2. 若要建立 GPU 工作負載叢集，請執行以下動作：

   1. 在叢集的組態檔中，針對工作節點，將 AZURE_NODE_MACHINE_TYPE 設定為與 GPU 相容的虛擬機器類型，例如 Standard_NC4as_T4_v3。

      • 對於 Azure 上的 GPU 虛擬機器類型，請參閱 Azure 說明文件中的 GPU 最佳化的虛擬機器大小。

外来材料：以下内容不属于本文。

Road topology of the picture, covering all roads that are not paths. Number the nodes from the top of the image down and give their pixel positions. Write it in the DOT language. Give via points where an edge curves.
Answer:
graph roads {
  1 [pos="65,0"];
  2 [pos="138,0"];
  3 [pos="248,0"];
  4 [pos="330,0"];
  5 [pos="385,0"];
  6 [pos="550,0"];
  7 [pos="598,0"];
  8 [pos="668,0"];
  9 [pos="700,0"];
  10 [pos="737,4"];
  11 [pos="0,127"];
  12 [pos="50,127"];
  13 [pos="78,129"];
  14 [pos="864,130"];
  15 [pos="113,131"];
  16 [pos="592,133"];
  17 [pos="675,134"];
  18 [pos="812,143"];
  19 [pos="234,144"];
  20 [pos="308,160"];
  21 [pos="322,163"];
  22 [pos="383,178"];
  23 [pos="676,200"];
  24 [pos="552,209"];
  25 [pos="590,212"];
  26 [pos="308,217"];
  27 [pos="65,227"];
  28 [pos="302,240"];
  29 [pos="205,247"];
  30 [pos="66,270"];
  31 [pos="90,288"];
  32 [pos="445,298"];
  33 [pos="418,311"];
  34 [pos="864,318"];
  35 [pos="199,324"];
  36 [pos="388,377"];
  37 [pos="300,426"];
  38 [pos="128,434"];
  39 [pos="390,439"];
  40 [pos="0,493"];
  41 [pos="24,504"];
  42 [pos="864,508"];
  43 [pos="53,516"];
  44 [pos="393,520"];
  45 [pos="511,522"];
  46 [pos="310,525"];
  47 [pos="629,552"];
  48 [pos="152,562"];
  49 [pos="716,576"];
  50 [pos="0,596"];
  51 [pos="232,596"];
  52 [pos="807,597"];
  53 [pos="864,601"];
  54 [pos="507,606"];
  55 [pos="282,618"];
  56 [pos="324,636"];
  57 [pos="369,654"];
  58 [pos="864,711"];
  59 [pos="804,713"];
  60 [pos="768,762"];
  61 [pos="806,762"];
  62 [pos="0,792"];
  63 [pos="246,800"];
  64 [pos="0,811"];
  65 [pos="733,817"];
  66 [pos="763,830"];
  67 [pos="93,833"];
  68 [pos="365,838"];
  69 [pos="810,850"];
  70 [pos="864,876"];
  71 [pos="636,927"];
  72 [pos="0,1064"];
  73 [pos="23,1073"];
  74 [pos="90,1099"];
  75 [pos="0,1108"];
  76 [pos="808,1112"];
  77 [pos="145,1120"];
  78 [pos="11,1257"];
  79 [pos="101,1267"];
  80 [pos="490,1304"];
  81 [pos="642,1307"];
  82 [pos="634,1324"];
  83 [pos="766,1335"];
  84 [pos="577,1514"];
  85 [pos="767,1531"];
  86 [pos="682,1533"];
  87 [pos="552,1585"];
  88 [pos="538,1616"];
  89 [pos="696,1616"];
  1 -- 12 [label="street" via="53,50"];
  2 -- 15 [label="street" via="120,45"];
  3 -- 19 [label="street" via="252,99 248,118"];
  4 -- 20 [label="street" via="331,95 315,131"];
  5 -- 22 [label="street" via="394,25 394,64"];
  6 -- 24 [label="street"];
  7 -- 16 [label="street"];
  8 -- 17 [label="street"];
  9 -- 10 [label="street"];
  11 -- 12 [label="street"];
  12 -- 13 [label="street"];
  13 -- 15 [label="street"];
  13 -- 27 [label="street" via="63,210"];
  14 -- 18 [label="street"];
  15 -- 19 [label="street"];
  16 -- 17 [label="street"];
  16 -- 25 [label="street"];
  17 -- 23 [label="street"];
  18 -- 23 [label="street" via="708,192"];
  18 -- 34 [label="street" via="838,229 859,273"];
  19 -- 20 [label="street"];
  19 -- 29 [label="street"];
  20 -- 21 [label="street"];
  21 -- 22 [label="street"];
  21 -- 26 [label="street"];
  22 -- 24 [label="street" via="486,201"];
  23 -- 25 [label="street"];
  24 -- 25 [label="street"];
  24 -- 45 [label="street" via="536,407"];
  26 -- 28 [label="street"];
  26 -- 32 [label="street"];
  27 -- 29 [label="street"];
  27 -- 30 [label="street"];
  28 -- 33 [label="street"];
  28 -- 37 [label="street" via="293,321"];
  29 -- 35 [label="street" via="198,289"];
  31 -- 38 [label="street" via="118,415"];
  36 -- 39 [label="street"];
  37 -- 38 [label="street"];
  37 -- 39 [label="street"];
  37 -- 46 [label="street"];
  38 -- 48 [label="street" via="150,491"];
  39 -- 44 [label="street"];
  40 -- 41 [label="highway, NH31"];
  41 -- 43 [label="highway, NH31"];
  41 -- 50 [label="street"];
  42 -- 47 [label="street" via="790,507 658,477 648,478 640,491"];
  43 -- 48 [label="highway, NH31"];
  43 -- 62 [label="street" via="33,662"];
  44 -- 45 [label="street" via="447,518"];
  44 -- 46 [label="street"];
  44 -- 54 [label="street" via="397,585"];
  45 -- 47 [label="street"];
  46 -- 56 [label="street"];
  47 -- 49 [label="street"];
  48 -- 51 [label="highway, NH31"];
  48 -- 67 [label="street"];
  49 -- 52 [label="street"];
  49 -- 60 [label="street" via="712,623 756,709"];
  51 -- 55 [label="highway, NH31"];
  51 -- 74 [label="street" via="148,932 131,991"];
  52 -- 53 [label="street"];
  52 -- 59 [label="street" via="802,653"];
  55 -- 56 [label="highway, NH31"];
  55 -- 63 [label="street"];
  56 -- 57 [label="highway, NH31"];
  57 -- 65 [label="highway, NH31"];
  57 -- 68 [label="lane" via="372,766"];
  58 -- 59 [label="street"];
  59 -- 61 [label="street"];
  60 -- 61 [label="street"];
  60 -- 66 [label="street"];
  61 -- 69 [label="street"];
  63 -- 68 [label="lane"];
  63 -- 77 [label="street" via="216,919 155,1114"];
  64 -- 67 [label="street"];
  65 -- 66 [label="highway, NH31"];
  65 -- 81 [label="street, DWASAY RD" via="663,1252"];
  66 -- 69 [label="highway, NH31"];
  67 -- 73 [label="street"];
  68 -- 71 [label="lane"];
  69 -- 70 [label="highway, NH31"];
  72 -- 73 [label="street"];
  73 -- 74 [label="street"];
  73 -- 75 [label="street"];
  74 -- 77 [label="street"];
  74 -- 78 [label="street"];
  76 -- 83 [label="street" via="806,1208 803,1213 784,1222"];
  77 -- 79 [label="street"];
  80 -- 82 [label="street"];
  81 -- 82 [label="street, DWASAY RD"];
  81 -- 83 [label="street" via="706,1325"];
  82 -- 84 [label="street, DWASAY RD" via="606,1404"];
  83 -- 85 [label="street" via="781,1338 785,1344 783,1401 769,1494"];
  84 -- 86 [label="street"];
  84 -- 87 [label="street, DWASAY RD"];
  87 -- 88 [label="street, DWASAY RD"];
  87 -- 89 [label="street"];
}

   2. 使用具有 --dry-run 選項的 tanzu cluster create 透過叢集組態檔產生部署資訊清單：

      tanzu cluster create MY-GPU-CLUSTER -f MY-GPU-CONFIG --dry-run > MY-GPU-CLUSTER-MANIFEST
      

      其中，MY-GPU-CLUSTER 是分配給叢集的名稱。

   3. 透過將叢集傳遞到 kubectl apply 來建立叢集：

      kubectl apply -f MY-GPU-CLUSTER-MANIFEST
      

   4. 執行 kubectl get pods -A。您應該會看到 default 命名空間中的 gpu-operator- 網繭以及 gpu-operator-resources 命名空間中的 nvidia- 網繭的清單。

測試啟用了 GPU 的叢集

若要測試啟用了 GPU 的叢集，請執行以下動作：

1. 透過執行 NVIDIA 說明文件中的 CUDA VectorAdd 向量新增測試來測試 GPU 處理。

2. 測試 GPU Operator：

   1. 垂直擴充工作負載叢集的工作節點計數：

      tanzu cluster scale MY-GPU-CLUSTER -w 2
      

   2. 再次執行 kubectl get pods -A。您應該會看到為新增的節點列出的其他 gpu-operator- 和 nvidia- 網繭。